-- WORK INSTRUCTION --
Every line below that contains "Barlow" is to be copied.
◇ ◇ ◇ ◇
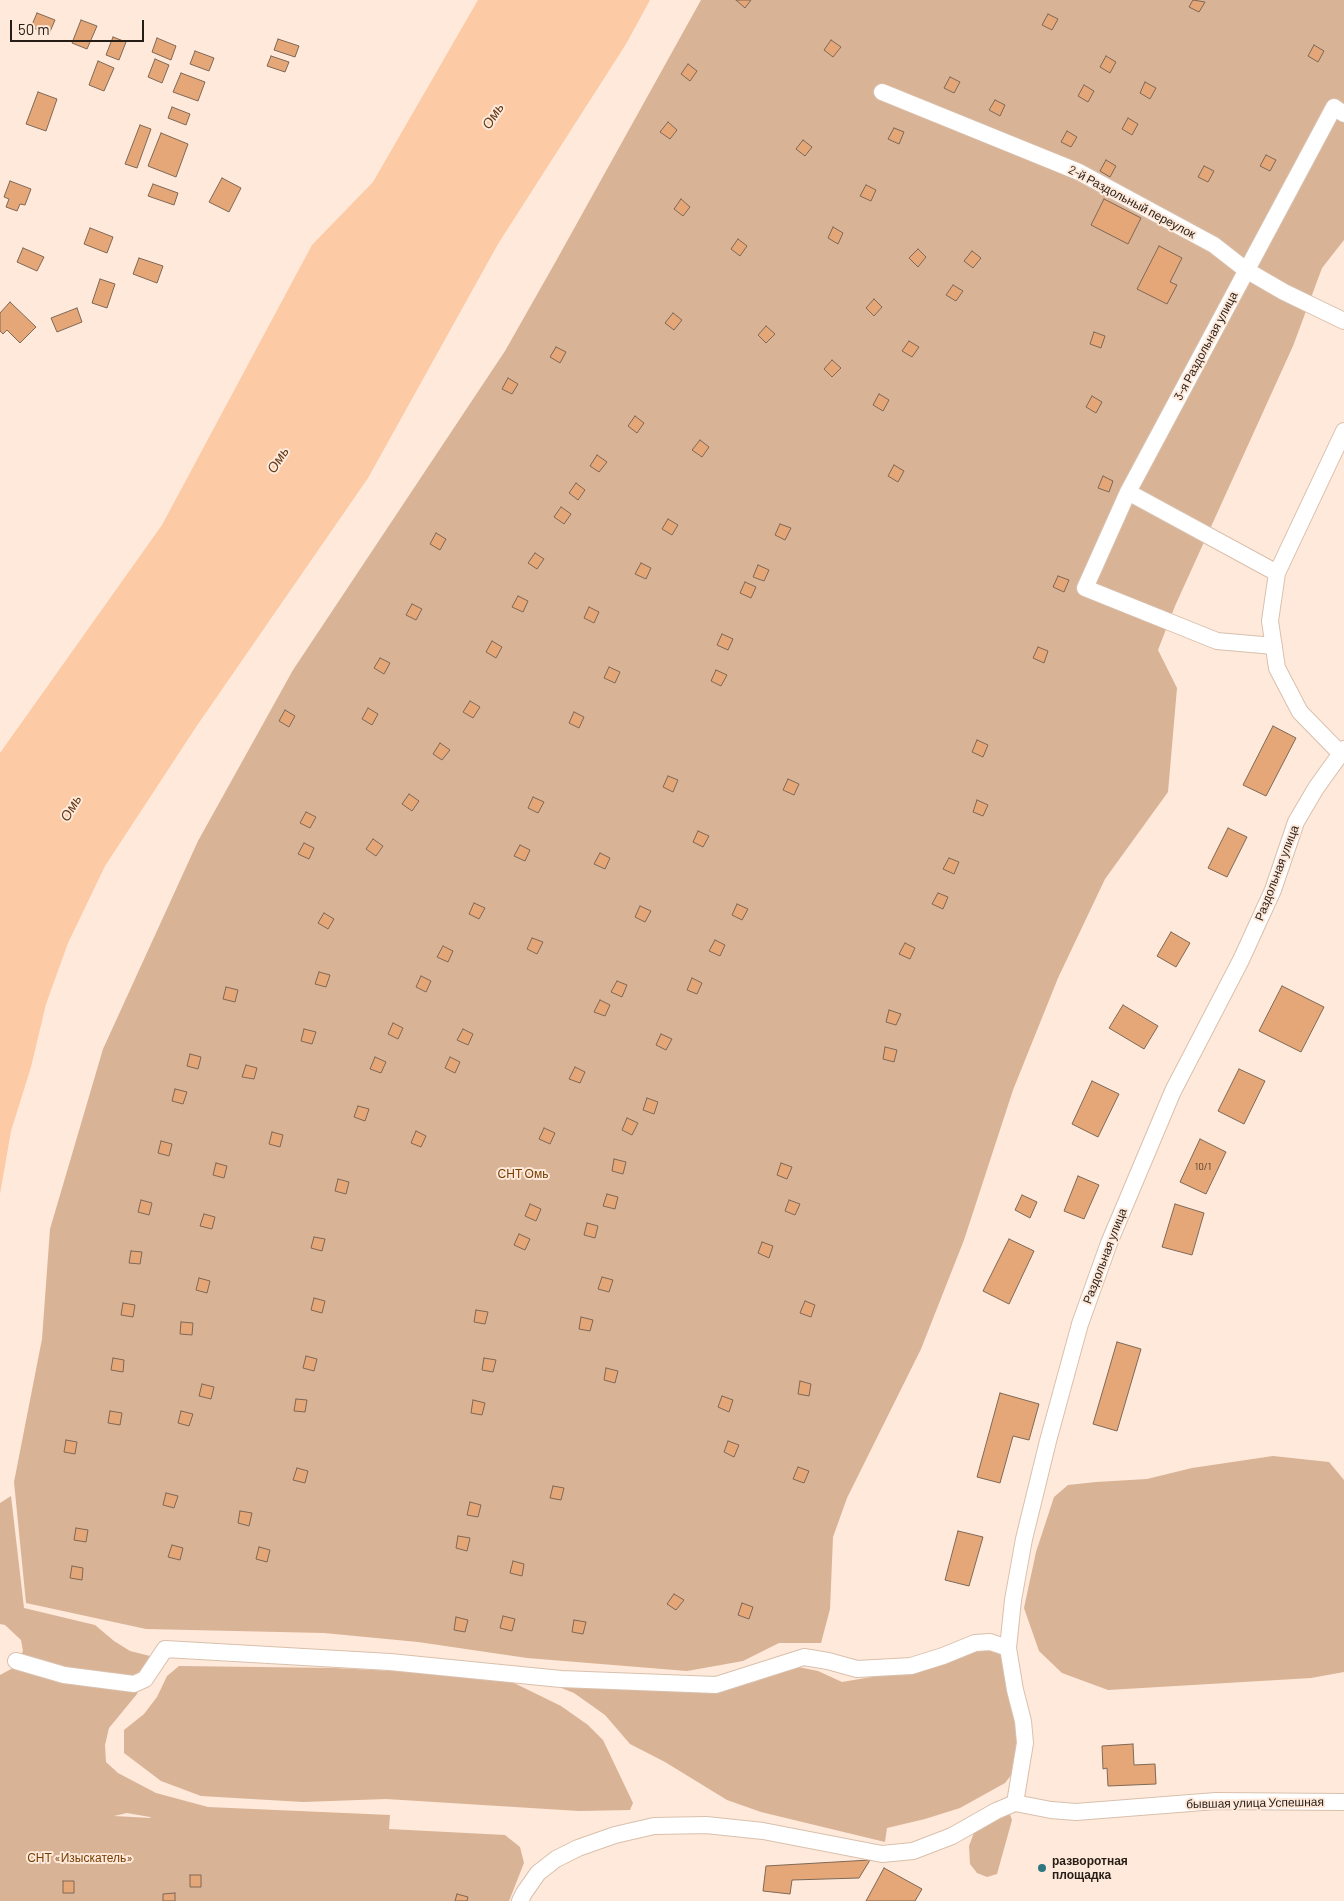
<!DOCTYPE html>
<meta charset="utf-8">
<style>
body{margin:0}
#map{position:relative;width:1344px;height:1901px;overflow:hidden;background:#fee9da;font-family:Barlow,sans-serif}
canvas{display:block}
.scale{position:absolute;left:10px;top:20px;width:134px;height:22px;box-sizing:border-box;border:2px solid #261d16;border-top:0;padding-left:6px;font-size:15px;line-height:18px;white-space:nowrap;color:#261d16;-webkit-text-stroke:4px #fee9da;paint-order:stroke}
</style>
<div id="map">
<canvas width="1344" height="1901"></canvas>
<div class="scale">50 m</div>
</div>
<script>
const ctx = document.querySelector('canvas').getContext('2d');
ctx.lineJoin = 'round';
function paint(path, color) { ctx.fillStyle = color; ctx.fill(path, 'evenodd'); }
const poly = rows => new Path2D(rows.map(r => 'M' + r).join(''));
function strokePath(path, color, width, dash) { ctx.strokeStyle = color; ctx.lineWidth = width; ctx.lineCap = dash ? 'butt' : 'round'; ctx.setLineDash(dash || []); ctx.stroke(path); }
function label(font, color, halo, rows, align = 'center') {
  ctx.font = font + ' Barlow,sans-serif'; ctx.lineWidth = 4; ctx.setLineDash([]); ctx.textBaseline = 'middle'; ctx.strokeStyle = halo; ctx.fillStyle = color; for (const [text, x, y, turn = 0] of rows) {
    ctx.save(); ctx.translate(x, y); ctx.rotate((+turn || 0) * Math.PI / 180); ctx.textAlign = isNaN(turn) ? turn : align; if (halo) ctx.strokeText(text, 0, 0); ctx.fillText(text, 0, 0); ctx.restore();
  }
}
paint(poly([
 [701,0,1344,0,1344,240,1322,268,1293,346,1175,606,1158,650,1177,688,1168,792,1105,879,1058,978,1013,1090,964,1240,921,1349,847,1498,833,1537,830,1609,821,1643,779,1643,743,1661,687,1671,527,1658,418,1642,324,1633,146,1629,26,1603,14,1482,42,1339,50,1229,103,1049,198,841,293,670,505,351,556,261],
 [1273,1456,1329,1462,1344,1480,1344,1672,1311,1678,1108,1690,1062,1673,1039,1651,1024,1608,1036,1552,1054,1497,1068,1485,1096,1482,1147,1479,1192,1468],
 [11,1496,24,1608,95,1625,114,1641,130,1651,150,1656,137,1694,109,1728,105,1745,106,1762,118,1773,156,1793,208,1807,390,1815,389,1829,505,1835,520,1847,524,1863,509,1901,0,1901,0,1675,13,1668,23,1651,21,1640,5,1625,0,1624,0,1503],
 [127,1813,150,1817,151,1818,114,1816],
 [995,1649,1003,1655,1019,1730,1012,1774,1005,1783,960,1808,925,1819,887,1828,885,1842,761,1812,727,1800,665,1762,630,1744,605,1715,574,1693,544,1681,716,1691,754,1682,798,1667,818,1671,842,1682,901,1672,969,1651],
 [179,1666,334,1668,474,1675,514,1683,561,1706,588,1725,603,1740,633,1803,630,1810,579,1811,386,1799,303,1802,201,1796,161,1781,124,1753,124,1730,144,1714,157,1697,167,1676],
 [1009,1812,1012,1820,997,1874,987,1877,977,1873,970,1864,969,1846,975,1830]
]), '#d9b396');
paint(poly([
 [478,0,650,0,626,44,498,244,368,478,196,727,105,866,68,943,46,1004,31,1067,11,1131,0,1194,0,753,162,525,312,245,373,182]
]), '#fccaa4');
const building = poly([
 [736,0,751,0,745,8,736,0],
 [1193,0,1205,2,1199,12,1189,7,1193,0],
 [37,13,55,20,49,34,31,27,37,13],
 [1048,14,1058,19,1052,30,1042,25,1048,14],
 [81,20,97,26,87,49,72,43,81,20],
 [113,37,126,42,119,60,106,55,113,37],
 [157,38,176,46,171,60,152,52,157,38],
 [278,39,299,46,295,57,274,50,278,39],
 [831,40,841,47,833,57,824,50,831,40],
 [1314,45,1324,51,1318,62,1308,56,1314,45],
 [195,51,214,58,209,71,190,64,195,51],
 [271,56,289,62,285,72,267,66,271,56],
 [1106,56,1116,62,1110,73,1100,67,1106,56],
 [155,59,169,65,162,83,148,77,155,59],
 [98,61,114,68,104,91,89,85,98,61],
 [688,64,697,71,690,81,681,74,688,64],
 [181,73,205,82,198,101,173,92,181,73],
 [950,77,960,82,954,93,944,88,950,77],
 [1145,82,1156,88,1150,99,1140,93,1145,82],
 [1084,85,1094,91,1088,102,1078,96,1084,85],
 [38,92,57,99,46,131,26,124,38,92],
 [995,100,1005,105,1000,116,989,110,995,100],
 [172,107,190,114,186,125,168,118,172,107],
 [1128,118,1138,124,1132,135,1122,129,1128,118],
 [668,122,677,130,670,139,660,132,668,122],
 [140,125,151,129,137,168,125,164,140,125],
 [894,128,904,132,899,144,888,139,894,128],
 [1067,131,1077,137,1071,147,1061,142,1067,131],
 [161,133,188,144,176,177,148,166,161,133],
 [803,140,812,147,805,156,796,149,803,140],
 [1266,155,1276,160,1270,171,1260,166,1266,155],
 [1106,160,1116,166,1110,177,1100,171,1106,160],
 [1204,166,1214,171,1208,182,1198,177,1204,166],
 [222,178,241,188,229,212,209,202,222,178],
 [10,181,31,189,25,205,20,204,17,211,6,207,9,199,4,197,10,181],
 [153,184,178,193,174,205,148,196,153,184],
 [866,185,876,190,871,201,860,196,866,185],
 [681,199,690,207,683,216,674,209,681,199],
 [1104,199,1141,218,1128,244,1091,225,1104,199],
 [833,227,843,233,838,244,828,238,833,227],
 [90,228,113,237,107,253,84,244,90,228],
 [738,239,747,246,740,256,731,249,738,239],
 [1159,246,1182,258,1170,282,1177,285,1167,304,1137,289,1159,246],
 [23,248,44,257,37,271,17,262,23,248],
 [918,249,926,257,918,267,909,258,918,249],
 [972,251,981,258,973,268,964,261,972,251],
 [139,258,163,266,157,283,133,274,139,258],
 [100,279,115,284,107,308,92,303,100,279],
 [953,285,963,291,956,301,946,295,953,285],
 [874,299,882,307,874,316,866,308,874,299],
 [10,302,36,327,20,343,7,330,3,334,0,331,0,313,10,302],
 [77,308,82,322,57,332,51,318,77,308],
 [673,313,682,320,674,330,665,323,673,313],
 [766,326,775,334,766,343,758,335,766,326],
 [1094,332,1105,336,1101,348,1090,344,1094,332],
 [909,341,919,347,912,357,902,351,909,341],
 [556,347,566,352,560,363,550,357,556,347],
 [832,360,841,368,832,377,824,369,832,360],
 [508,378,518,384,512,394,502,389,508,378],
 [879,394,889,400,883,411,873,405,879,394],
 [1092,396,1102,402,1096,413,1086,407,1092,396],
 [635,416,644,423,637,433,628,426,635,416],
 [700,440,709,447,702,457,692,450,700,440],
 [597,455,607,462,599,472,590,466,597,455],
 [894,465,904,471,898,482,888,476,894,465],
 [1103,476,1113,481,1109,492,1098,488,1103,476],
 [576,483,585,490,578,500,569,493,576,483],
 [561,507,571,514,564,524,554,517,561,507],
 [668,519,678,525,672,535,662,529,668,519],
 [780,524,791,528,785,540,775,535,780,524],
 [436,533,446,539,440,550,430,544,436,533],
 [535,553,544,559,537,569,528,563,535,553],
 [641,563,651,568,646,579,635,574,641,563],
 [758,565,769,570,764,581,753,577,758,565],
 [1058,576,1069,580,1064,592,1053,587,1058,576],
 [745,582,756,587,751,598,740,593,745,582],
 [518,596,528,601,523,612,512,607,518,596],
 [412,604,422,609,416,620,406,615,412,604],
 [589,607,599,612,594,623,584,618,589,607],
 [722,634,733,639,728,650,717,645,722,634],
 [492,641,502,647,496,658,486,652,492,641],
 [1038,647,1048,651,1044,663,1033,658,1038,647],
 [380,658,390,663,384,674,374,668,380,658],
 [609,667,620,672,615,683,604,678,609,667],
 [716,670,727,675,721,686,711,681,716,670],
 [470,701,480,707,473,718,463,712,470,701],
 [368,708,378,714,372,725,362,719,368,708],
 [285,710,295,716,289,727,279,721,285,710],
 [574,712,584,717,579,728,569,723,574,712],
 [1273,726,1296,738,1266,796,1243,785,1273,726],
 [977,740,988,745,983,757,972,752,977,740],
 [440,743,450,750,442,760,433,754,440,743],
 [668,776,678,780,673,792,663,787,668,776],
 [788,779,799,784,794,795,783,790,788,779],
 [409,794,419,801,412,811,402,804,409,794],
 [533,797,544,802,538,813,528,808,533,797],
 [977,800,988,805,983,816,973,812,977,800],
 [306,812,316,817,310,828,300,823,306,812],
 [1228,828,1247,837,1227,877,1208,868,1228,828],
 [698,831,709,836,703,847,693,842,698,831],
 [373,839,383,846,376,856,366,849,373,839],
 [304,843,314,848,309,859,298,854,304,843],
 [520,845,530,850,525,861,514,856,520,845],
 [600,853,610,858,605,869,594,864,600,853],
 [949,858,959,862,954,874,943,869,949,858],
 [938,893,948,897,943,909,932,904,938,893],
 [474,903,485,908,479,919,469,914,474,903],
 [737,904,748,909,742,920,732,915,737,904],
 [640,906,651,911,645,922,635,917,640,906],
 [324,913,334,919,328,929,318,923,324,913],
 [1171,932,1190,943,1176,967,1157,956,1171,932],
 [532,938,543,942,537,954,527,949,532,938],
 [715,940,725,945,720,956,709,951,715,940],
 [905,943,915,948,910,959,899,954,905,943],
 [443,946,453,951,448,962,437,957,443,946],
 [319,972,330,975,326,987,315,984,319,972],
 [421,976,431,981,426,992,416,987,421,976],
 [692,978,702,983,697,994,687,990,692,978],
 [617,981,627,985,622,997,611,992,617,981],
 [1282,986,1324,1007,1301,1052,1259,1031,1282,986],
 [226,987,238,990,235,1002,223,999,226,987],
 [600,1000,610,1005,605,1016,594,1012,600,1000],
 [1123,1005,1158,1026,1144,1049,1109,1028,1123,1005],
 [889,1010,901,1014,896,1025,886,1022,889,1010],
 [393,1023,403,1028,398,1039,388,1034,393,1023],
 [304,1029,316,1032,312,1044,301,1041,304,1029],
 [463,1029,473,1034,468,1045,457,1040,463,1029],
 [661,1034,672,1039,666,1050,656,1045,661,1034],
 [885,1047,897,1050,894,1062,883,1059,885,1047],
 [190,1054,201,1057,198,1069,187,1066,190,1054],
 [375,1057,386,1062,381,1073,370,1069,375,1057],
 [450,1057,460,1062,455,1073,445,1068,450,1057],
 [246,1065,257,1068,254,1079,242,1077,246,1065],
 [575,1067,585,1072,580,1083,569,1079,575,1067],
 [1239,1069,1265,1081,1244,1124,1218,1111,1239,1069],
 [1092,1081,1119,1094,1098,1137,1072,1124,1092,1081],
 [175,1089,187,1092,183,1104,172,1101,175,1089],
 [647,1098,658,1102,654,1114,643,1110,647,1098],
 [358,1106,369,1109,365,1121,354,1117,358,1106],
 [627,1118,638,1123,632,1135,622,1130,627,1118],
 [544,1128,555,1133,550,1144,539,1139,544,1128],
 [416,1131,426,1136,421,1147,411,1143,416,1131],
 [272,1132,283,1135,280,1147,269,1144,272,1132],
 [1200,1139,1226,1152,1206,1194,1180,1182,1200,1139],
 [161,1141,172,1144,169,1156,158,1153,161,1141],
 [614,1159,626,1162,623,1174,612,1171,614,1159],
 [216,1163,227,1166,224,1178,213,1175,216,1163],
 [781,1163,792,1167,787,1179,777,1175,781,1163],
 [1078,1176,1099,1185,1084,1219,1064,1211,1078,1176],
 [338,1179,349,1182,346,1194,335,1191,338,1179],
 [607,1194,618,1197,615,1209,603,1206,607,1194],
 [1022,1195,1037,1202,1030,1218,1015,1210,1022,1195],
 [141,1200,152,1203,149,1215,138,1212,141,1200],
 [789,1200,800,1204,795,1215,785,1211,789,1200],
 [530,1204,541,1209,536,1221,525,1216,530,1204],
 [1175,1204,1204,1213,1192,1255,1162,1247,1175,1204],
 [204,1214,215,1217,212,1229,200,1226,204,1214],
 [587,1223,598,1226,595,1238,584,1235,587,1223],
 [519,1234,530,1239,525,1250,514,1245,519,1234],
 [314,1237,325,1239,322,1251,311,1248,314,1237],
 [1009,1239,1034,1251,1009,1304,983,1291,1009,1239],
 [762,1242,773,1246,769,1258,758,1253,762,1242],
 [131,1251,142,1252,140,1264,129,1263,131,1251],
 [602,1277,613,1280,609,1292,598,1289,602,1277],
 [199,1278,210,1281,207,1293,196,1290,199,1278],
 [314,1298,325,1301,322,1313,311,1310,314,1298],
 [805,1301,815,1305,811,1317,800,1313,805,1301],
 [123,1303,135,1305,133,1317,121,1315,123,1303],
 [476,1310,488,1312,485,1324,474,1322,476,1310],
 [581,1317,593,1320,590,1331,579,1329,581,1317],
 [181,1322,193,1323,192,1335,180,1334,181,1322],
 [1117,1342,1141,1349,1117,1431,1093,1424,1117,1342],
 [306,1356,317,1359,314,1371,303,1368,306,1356],
 [113,1358,124,1360,123,1372,111,1370,113,1358],
 [484,1358,496,1360,493,1372,482,1370,484,1358],
 [606,1368,618,1371,615,1383,604,1380,606,1368],
 [800,1381,811,1384,809,1396,798,1394,800,1381],
 [202,1384,214,1387,211,1399,199,1396,202,1384],
 [1000,1393,1039,1404,1029,1440,1013,1436,1000,1483,977,1477,1000,1393],
 [722,1396,733,1400,729,1412,718,1407,722,1396],
 [296,1399,307,1400,305,1412,294,1411,296,1399],
 [473,1400,485,1403,482,1415,471,1413,473,1400],
 [110,1411,122,1413,120,1425,108,1423,110,1411],
 [181,1411,193,1414,189,1426,178,1423,181,1411],
 [66,1440,77,1442,75,1454,64,1452,66,1440],
 [728,1441,739,1445,734,1457,724,1452,728,1441],
 [798,1467,809,1471,804,1483,793,1479,798,1467],
 [297,1468,308,1471,305,1483,293,1480,297,1468],
 [553,1486,564,1488,561,1500,550,1498,553,1486],
 [166,1493,178,1496,174,1508,163,1505,166,1493],
 [470,1502,481,1505,478,1517,467,1515,470,1502],
 [240,1511,252,1513,249,1526,238,1523,240,1511],
 [76,1528,88,1530,86,1542,74,1540,76,1528],
 [958,1531,983,1537,969,1586,945,1580,958,1531],
 [458,1536,470,1538,467,1551,456,1548,458,1536],
 [172,1545,183,1548,180,1560,168,1557,172,1545],
 [259,1547,270,1550,267,1562,256,1559,259,1547],
 [513,1561,524,1564,522,1576,510,1573,513,1561],
 [72,1566,83,1568,82,1580,70,1578,72,1566],
 [674,1594,684,1600,676,1610,667,1604,674,1594],
 [742,1603,753,1607,749,1619,738,1615,742,1603],
 [503,1616,515,1619,512,1631,500,1628,503,1616],
 [456,1617,468,1620,465,1632,454,1630,456,1617],
 [574,1620,586,1622,583,1634,572,1632,574,1620],
 [1133,1744,1134,1765,1155,1764,1156,1784,1108,1786,1107,1768,1103,1769,1102,1746,1133,1744],
 [870,1860,859,1878,792,1880,790,1894,763,1891,766,1866,870,1860],
 [884,1868,922,1889,915,1901,866,1901,884,1868],
 [190,1875,201,1875,201,1887,190,1887,190,1875],
 [63,1881,74,1881,74,1893,63,1893,63,1881],
 [175,1893,175,1901,163,1901,163,1894,175,1893],
 [457,1894,468,1897,467,1901,455,1901,457,1894]
]);
paint(building, '#e5a778');
strokePath(building, '#7e6857', 1);
const street = poly([
 [882,92,1079,172,1214,245,1246,270,1284,292,1344,321],
 [1128,492,1277,573],
 [1274,646,1217,641,1085,588,1128,492,1334,107,1344,114],
 [1341,754,1300,712,1277,668,1270,621,1277,573,1344,431],
 [16,1661,64,1675,134,1684,145,1679,165,1649,390,1662,561,1679,716,1685,804,1657,828,1661,857,1669,911,1666,943,1656,975,1643,990,1642,1008,1648],
 [1015,1803,1025,1743,1023,1721,1015,1690,1008,1648,1013,1600,1024,1539,1048,1441,1080,1324,1109,1243,1173,1091,1241,960,1273,890,1296,822,1316,788,1344,749],
 [1015,1803,1051,1810,1076,1812,1216,1801,1344,1802],
 [520,1901,524,1893,538,1873,556,1859,578,1848,615,1835,654,1826,706,1825,763,1831,882,1854,913,1851,952,1836,996,1811,1015,1803]
]);
strokePath(street, '#d9c0ad', 18);
strokePath(street, '#fff', 16);
for (const [x, y, r, color] of [
 [1042,1868,5,"#2e7680"]
]) { const dot = new Path2D(); dot.arc(x, y, r, 0, 2 * Math.PI); ctx.fillStyle = color; ctx.fill(dot); strokePath(dot, '#fee9da', 2); }
label('10px', '#56402e', null, [
 ["10/1",1203,1167]
]);
label('12px', '#261d16', '#fee9da', [
 ["2-й Раздольный переулок",1132,202,28],
 ["3-я Раздольная улица",1206,346,-62],
 ["Раздольная улица",1277,873,-69],
 ["Раздольная улица",1105,1256,-69],
 ["бывшая улица Успешная",1255,1803,-1]
]);
label('12px', '#753d00', '#fee9da', [
 ["СНТ Омь",523,1174],
 ["СНТ «Изыскатель»",80,1858]
]);
label('bold 12px', '#261d16', '#fee9da', [
 ["разворотная",1052,1861],
 ["площадка",1052,1875]
], 'left');
label('italic 14px', '#633a17', '#fee9da', [
 ["Омь",493,116,-58],
 ["Омь",278,460,-58],
 ["Омь",71,808,-60]
]);
</script>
◇ ◇ ◇ ◇
-- SOLUTION TO THIS EXERCISE --
#map{position:relative;width:1344px;height:1901px;overflow:hidden;background:#fee9da;font-family:Barlow,sans-serif}
  ctx.font = font + ' Barlow,sans-serif'; ctx.lineWidth = 4; ctx.setLineDash([]); ctx.textBaseline = 'middle'; ctx.strokeStyle = halo; ctx.fillStyle = color; for (const [text, x, y, turn = 0] of rows) {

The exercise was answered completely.